Assim, entende o Magistrado que a Guarda Municipal pode fiscalizar e autuar os infratores no trânsito, desde que, é claro, sejam as infrações de circulação, estacionamento ou parada.

Realço, também, que no julgado em exame fora levado em conta o deliberado na ADIN n. 2008.045151-7:

Não se desconhece a medida cautelar que foi recentemente concedida pelo e. Tribunal Pleno na ADI n. 2008.045151-7, de Laguna, sob a relatoria do ilustre Des. Luiz Carlos Freyesleben: [. . .]

Todavia, com todo o respeito, não se vislumbra ofensa à Constituição Estadual na criação de Lei Municipal que atribui a um órgão local o poder de polícia que é conferido ao ente político direta e inquestionavelmente pelo Código de Trânsito Brasileiro.

Se a Lei nacional determina que ao Município compete, por meio de seus órgãos e entidades, executar a fiscalização de trânsito, autuar e aplicar as medidas administrativas e as penalidades de advertência por escrito e multa, por infrações de circulação, estacionamento e parada, plenamente possível que essas atribuições sejam realizadas por agentes municipais designados especificamente para aquelas finalidades. Veja-se que a Polícia Militar integra o Sistema Nacional de Trânsito juntamente com os órgãos e entidades executivos de trânsito do Município, e não exclusivamente: Art. 5º O Sistema Nacional de Trânsito é o conjunto de órgãos e entidades da União, dos Estados, do Distrito Federal e dos Municípios que tem por finalidade o exercício das atividades de planejamento, administração, normatização, pesquisa, registro e licenciamento de veículos, formação, habilitação e reciclagem de condutores, educação, engenharia, operação do sistema viário, policiamento, fiscalização, julgamento de infrações e de recursos e aplicação de penalidades.[...] Art. 7º Compõem o Sistema Nacional de Trânsito os seguintes órgãos e entidades:

[...]

III - os órgãos e entidades executivos de trânsito da União, dos Estados, do Distrito Federal e dos Municípios;

IV - os órgãos e entidades executivos rodoviários da União, dos Estados, do Distrito Federal e dos Municípios;

V - a Polícia Rodoviária Federal;

VI - as Polícias Militares dos Estados e do Distrito Federal; e

VII - as Juntas Administrativas de Recursos de Infrações - JARI. (grifou-se)

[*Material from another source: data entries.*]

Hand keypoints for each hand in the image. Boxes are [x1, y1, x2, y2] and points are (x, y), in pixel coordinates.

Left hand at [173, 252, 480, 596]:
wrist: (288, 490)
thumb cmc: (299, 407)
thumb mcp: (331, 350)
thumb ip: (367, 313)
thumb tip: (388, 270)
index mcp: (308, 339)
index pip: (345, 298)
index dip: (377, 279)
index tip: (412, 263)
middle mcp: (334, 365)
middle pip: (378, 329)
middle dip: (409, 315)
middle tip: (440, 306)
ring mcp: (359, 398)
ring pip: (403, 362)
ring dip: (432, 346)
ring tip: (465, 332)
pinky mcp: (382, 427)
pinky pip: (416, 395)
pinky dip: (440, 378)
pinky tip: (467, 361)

Adiante, o CTB ainda autoriza que os Municípios organizem seus respectivos órgãos e entidades executivos de trânsito e executivos rodoviários, estabelecendo os limites circunscricionais de suas atuações (art. 8º).

Não obstante, o CTB deixa claro que a Polícia Militar não atua isoladamente:

Art. 23. Compete às Polícias Militares dos Estados e do Distrito Federal:

[...]

III - executar a fiscalização de trânsito, quando e conforme convênio firmado, como agente do órgão ou entidade executivos de trânsito ou executivos rodoviários, concomitantemente com os demais agentes credenciados.

 

Destaco, ainda, julgados de outros Tribunais pátrios que admitem a atuação da guarda municipal na fiscalização do trânsito e autuação de infratores do Código Nacional de Trânsito:

TRIBUNAL DE JUSTIÇA DO ESTADO DE SÃO PAULO

VOTO Nº2064

10ª CÂMARA DE DIREITO PÚBLICO

APELAÇÃO COM REVISÃO Nº 0124666.35.2007.8.26.0000 (725.688.5/3-00)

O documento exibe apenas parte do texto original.